Exercise details
Retyping the data exactly is the task. Include every line.

Data extracts
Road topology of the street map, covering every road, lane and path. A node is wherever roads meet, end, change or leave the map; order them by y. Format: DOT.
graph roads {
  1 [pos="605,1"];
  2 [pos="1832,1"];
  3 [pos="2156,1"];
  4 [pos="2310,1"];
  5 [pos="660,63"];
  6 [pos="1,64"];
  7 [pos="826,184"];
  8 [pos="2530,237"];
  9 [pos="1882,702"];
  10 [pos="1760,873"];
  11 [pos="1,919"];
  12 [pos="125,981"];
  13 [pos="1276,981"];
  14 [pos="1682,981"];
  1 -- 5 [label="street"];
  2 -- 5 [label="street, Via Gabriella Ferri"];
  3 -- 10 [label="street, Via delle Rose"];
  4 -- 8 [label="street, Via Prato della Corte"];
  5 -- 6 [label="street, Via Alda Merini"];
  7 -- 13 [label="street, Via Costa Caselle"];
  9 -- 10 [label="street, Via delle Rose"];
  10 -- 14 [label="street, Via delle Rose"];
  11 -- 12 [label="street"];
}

Written answer
Road topology of the street map, covering every road, lane and path. A node is wherever roads meet, end, change or leave the map; order them by y. Format: DOT.
graph roads {
  1 [pos="605,1"];
  2 [pos="1832,1"];
  3 [pos="2156,1"];
  4 [pos="2310,1"];
  5 [pos="660,63"];
  6 [pos="1,64"];
  7 [pos="826,184"];
  8 [pos="2530,237"];
  9 [pos="1882,702"];
  10 [pos="1760,873"];
  11 [pos="1,919"];
  12 [pos="125,981"];
  13 [pos="1276,981"];
  14 [pos="1682,981"];
  1 -- 5 [label="street"];
  2 -- 5 [label="street, Via Gabriella Ferri"];
  3 -- 10 [label="street, Via delle Rose"];
  4 -- 8 [label="street, Via Prato della Corte"];
  5 -- 6 [label="street, Via Alda Merini"];
  7 -- 13 [label="street, Via Costa Caselle"];
  9 -- 10 [label="street, Via delle Rose"];
  10 -- 14 [label="street, Via delle Rose"];
  11 -- 12 [label="street"];
}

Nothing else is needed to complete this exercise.